**Action item**
Would you please transcribe the data in full and exactly, excluding images?

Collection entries

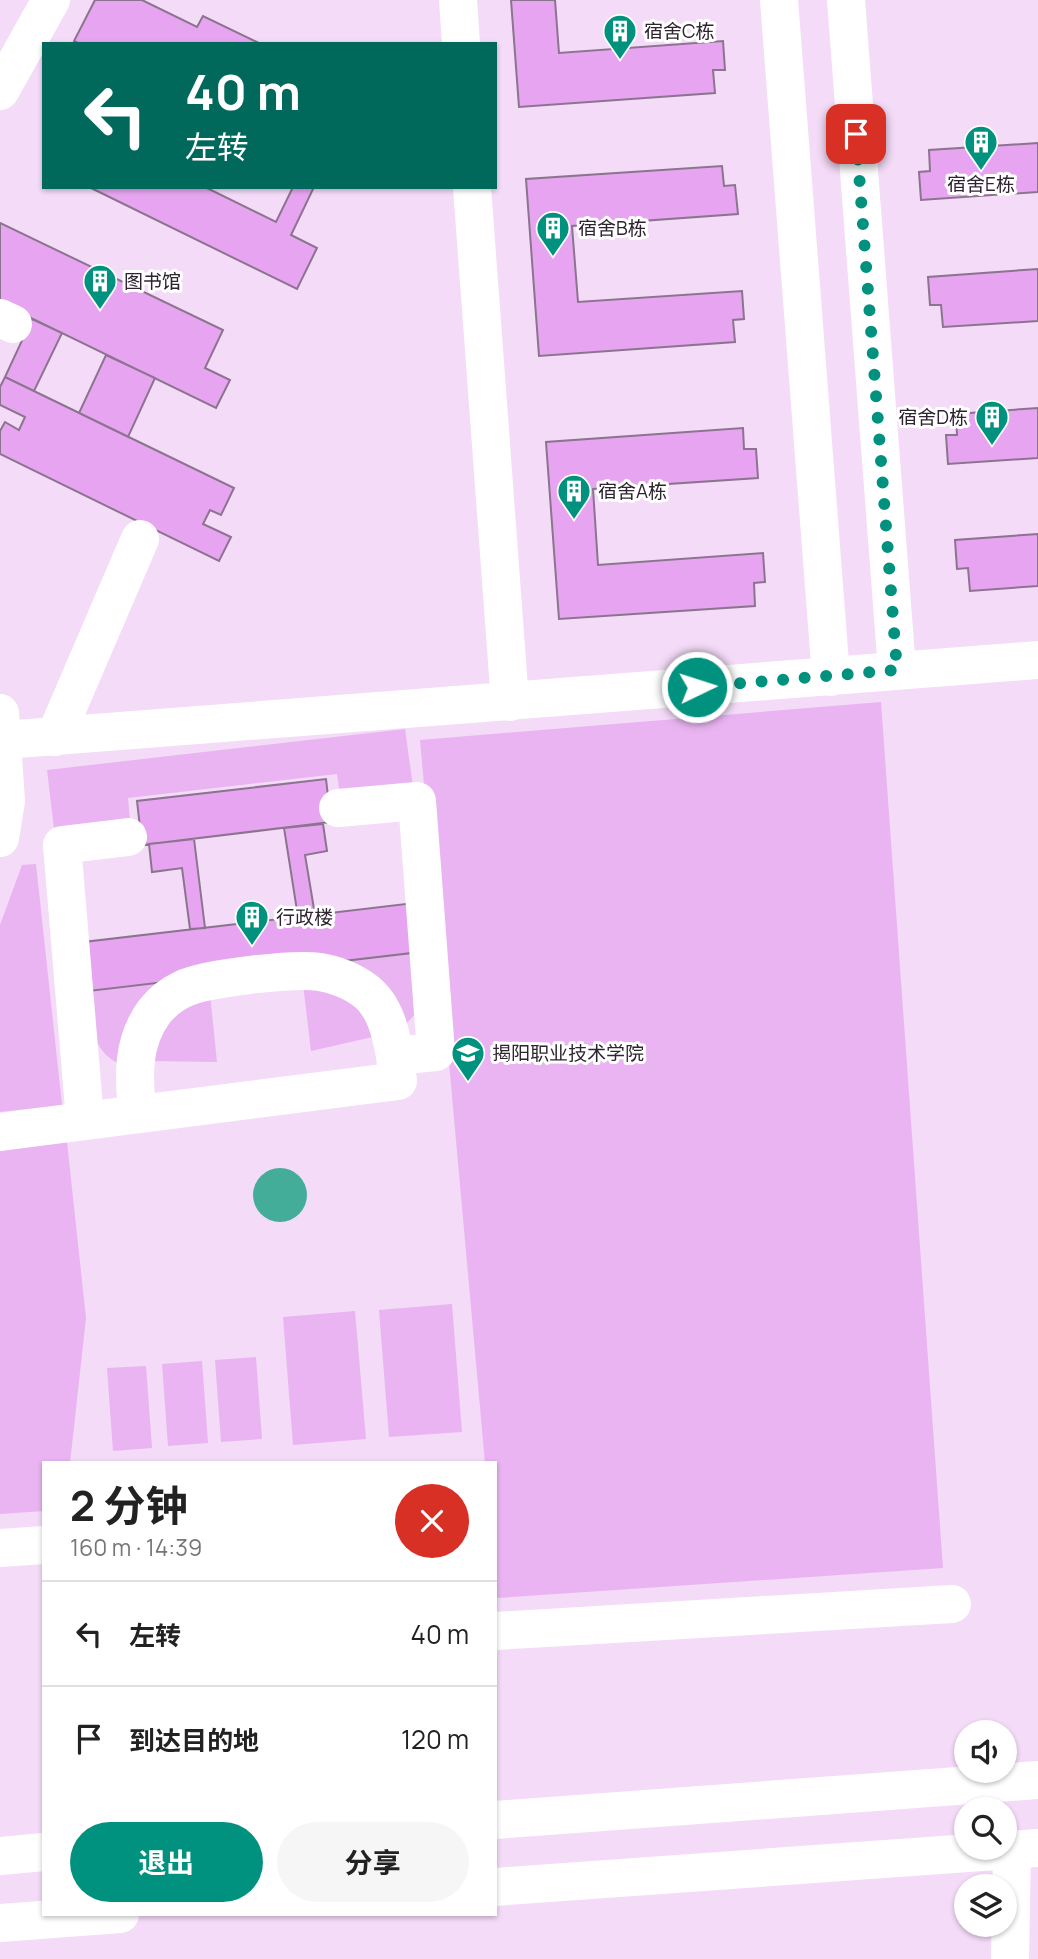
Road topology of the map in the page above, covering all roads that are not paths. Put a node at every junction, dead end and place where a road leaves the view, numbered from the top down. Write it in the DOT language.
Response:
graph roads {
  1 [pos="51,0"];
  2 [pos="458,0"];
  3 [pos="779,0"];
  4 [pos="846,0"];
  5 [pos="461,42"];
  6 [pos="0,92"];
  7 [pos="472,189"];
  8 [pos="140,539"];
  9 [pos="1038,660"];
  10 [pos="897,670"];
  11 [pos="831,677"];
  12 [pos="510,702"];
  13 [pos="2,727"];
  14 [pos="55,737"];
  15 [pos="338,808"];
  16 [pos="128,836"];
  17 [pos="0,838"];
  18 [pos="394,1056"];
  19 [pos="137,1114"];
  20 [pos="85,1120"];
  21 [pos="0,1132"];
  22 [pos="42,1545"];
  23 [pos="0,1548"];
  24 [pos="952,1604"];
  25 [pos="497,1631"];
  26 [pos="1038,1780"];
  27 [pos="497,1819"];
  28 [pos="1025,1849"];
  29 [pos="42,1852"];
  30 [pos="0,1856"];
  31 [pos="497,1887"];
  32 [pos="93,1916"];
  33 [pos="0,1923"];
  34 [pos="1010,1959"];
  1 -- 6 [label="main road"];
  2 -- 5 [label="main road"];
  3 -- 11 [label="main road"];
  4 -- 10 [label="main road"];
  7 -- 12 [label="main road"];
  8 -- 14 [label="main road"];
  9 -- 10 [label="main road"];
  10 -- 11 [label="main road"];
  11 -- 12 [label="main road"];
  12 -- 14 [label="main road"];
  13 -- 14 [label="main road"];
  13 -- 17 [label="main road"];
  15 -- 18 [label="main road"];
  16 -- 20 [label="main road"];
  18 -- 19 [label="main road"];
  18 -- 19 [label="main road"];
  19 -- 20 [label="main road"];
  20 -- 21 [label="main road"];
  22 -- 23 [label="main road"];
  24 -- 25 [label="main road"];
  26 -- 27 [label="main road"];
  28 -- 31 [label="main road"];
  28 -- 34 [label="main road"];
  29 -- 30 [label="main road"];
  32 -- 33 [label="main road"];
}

**Written solution**
Road topology of the map in the page above, covering all roads that are not paths. Put a node at every junction, dead end and place where a road leaves the view, numbered from the top down. Write it in the DOT language.
Response:
graph roads {
  1 [pos="51,0"];
  2 [pos="458,0"];
  3 [pos="779,0"];
  4 [pos="846,0"];
  5 [pos="461,42"];
  6 [pos="0,92"];
  7 [pos="472,189"];
  8 [pos="140,539"];
  9 [pos="1038,660"];
  10 [pos="897,670"];
  11 [pos="831,677"];
  12 [pos="510,702"];
  13 [pos="2,727"];
  14 [pos="55,737"];
  15 [pos="338,808"];
  16 [pos="128,836"];
  17 [pos="0,838"];
  18 [pos="394,1056"];
  19 [pos="137,1114"];
  20 [pos="85,1120"];
  21 [pos="0,1132"];
  22 [pos="42,1545"];
  23 [pos="0,1548"];
  24 [pos="952,1604"];
  25 [pos="497,1631"];
  26 [pos="1038,1780"];
  27 [pos="497,1819"];
  28 [pos="1025,1849"];
  29 [pos="42,1852"];
  30 [pos="0,1856"];
  31 [pos="497,1887"];
  32 [pos="93,1916"];
  33 [pos="0,1923"];
  34 [pos="1010,1959"];
  1 -- 6 [label="main road"];
  2 -- 5 [label="main road"];
  3 -- 11 [label="main road"];
  4 -- 10 [label="main road"];
  7 -- 12 [label="main road"];
  8 -- 14 [label="main road"];
  9 -- 10 [label="main road"];
  10 -- 11 [label="main road"];
  11 -- 12 [label="main road"];
  12 -- 14 [label="main road"];
  13 -- 14 [label="main road"];
  13 -- 17 [label="main road"];
  15 -- 18 [label="main road"];
  16 -- 20 [label="main road"];
  18 -- 19 [label="main road"];
  18 -- 19 [label="main road"];
  19 -- 20 [label="main road"];
  20 -- 21 [label="main road"];
  22 -- 23 [label="main road"];
  24 -- 25 [label="main road"];
  26 -- 27 [label="main road"];
  28 -- 31 [label="main road"];
  28 -- 34 [label="main road"];
  29 -- 30 [label="main road"];
  32 -- 33 [label="main road"];
}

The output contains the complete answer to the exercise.